Task goal
Without skipping anything, write out each record below exactly.

*** Opening Information supplied ***

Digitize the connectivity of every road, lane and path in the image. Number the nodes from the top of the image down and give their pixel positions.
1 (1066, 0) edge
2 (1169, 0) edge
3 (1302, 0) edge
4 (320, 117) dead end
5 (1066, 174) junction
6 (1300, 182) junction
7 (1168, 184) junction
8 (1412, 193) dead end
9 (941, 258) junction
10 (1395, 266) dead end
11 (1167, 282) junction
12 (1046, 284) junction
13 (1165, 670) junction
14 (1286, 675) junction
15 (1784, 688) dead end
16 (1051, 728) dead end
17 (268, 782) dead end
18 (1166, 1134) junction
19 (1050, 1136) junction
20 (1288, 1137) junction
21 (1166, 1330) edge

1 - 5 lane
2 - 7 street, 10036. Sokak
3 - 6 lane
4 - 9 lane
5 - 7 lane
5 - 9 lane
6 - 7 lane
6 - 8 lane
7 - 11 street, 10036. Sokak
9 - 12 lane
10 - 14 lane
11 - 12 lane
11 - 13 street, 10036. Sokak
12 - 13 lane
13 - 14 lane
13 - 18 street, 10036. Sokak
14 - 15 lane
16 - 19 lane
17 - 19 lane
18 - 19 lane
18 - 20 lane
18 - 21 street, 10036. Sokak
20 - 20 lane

*** Closing Information supplied ***

Answer section
Digitize the connectivity of every road, lane and path in the image. Number the nodes from the top of the image down and give their pixel positions.
1 (1066, 0) edge
2 (1169, 0) edge
3 (1302, 0) edge
4 (320, 117) dead end
5 (1066, 174) junction
6 (1300, 182) junction
7 (1168, 184) junction
8 (1412, 193) dead end
9 (941, 258) junction
10 (1395, 266) dead end
11 (1167, 282) junction
12 (1046, 284) junction
13 (1165, 670) junction
14 (1286, 675) junction
15 (1784, 688) dead end
16 (1051, 728) dead end
17 (268, 782) dead end
18 (1166, 1134) junction
19 (1050, 1136) junction
20 (1288, 1137) junction
21 (1166, 1330) edge

1 - 5 lane
2 - 7 street, 10036. Sokak
3 - 6 lane
4 - 9 lane
5 - 7 lane
5 - 9 lane
6 - 7 lane
6 - 8 lane
7 - 11 street, 10036. Sokak
9 - 12 lane
10 - 14 lane
11 - 12 lane
11 - 13 street, 10036. Sokak
12 - 13 lane
13 - 14 lane
13 - 18 street, 10036. Sokak
14 - 15 lane
16 - 19 lane
17 - 19 lane
18 - 19 lane
18 - 20 lane
18 - 21 street, 10036. Sokak
20 - 20 lane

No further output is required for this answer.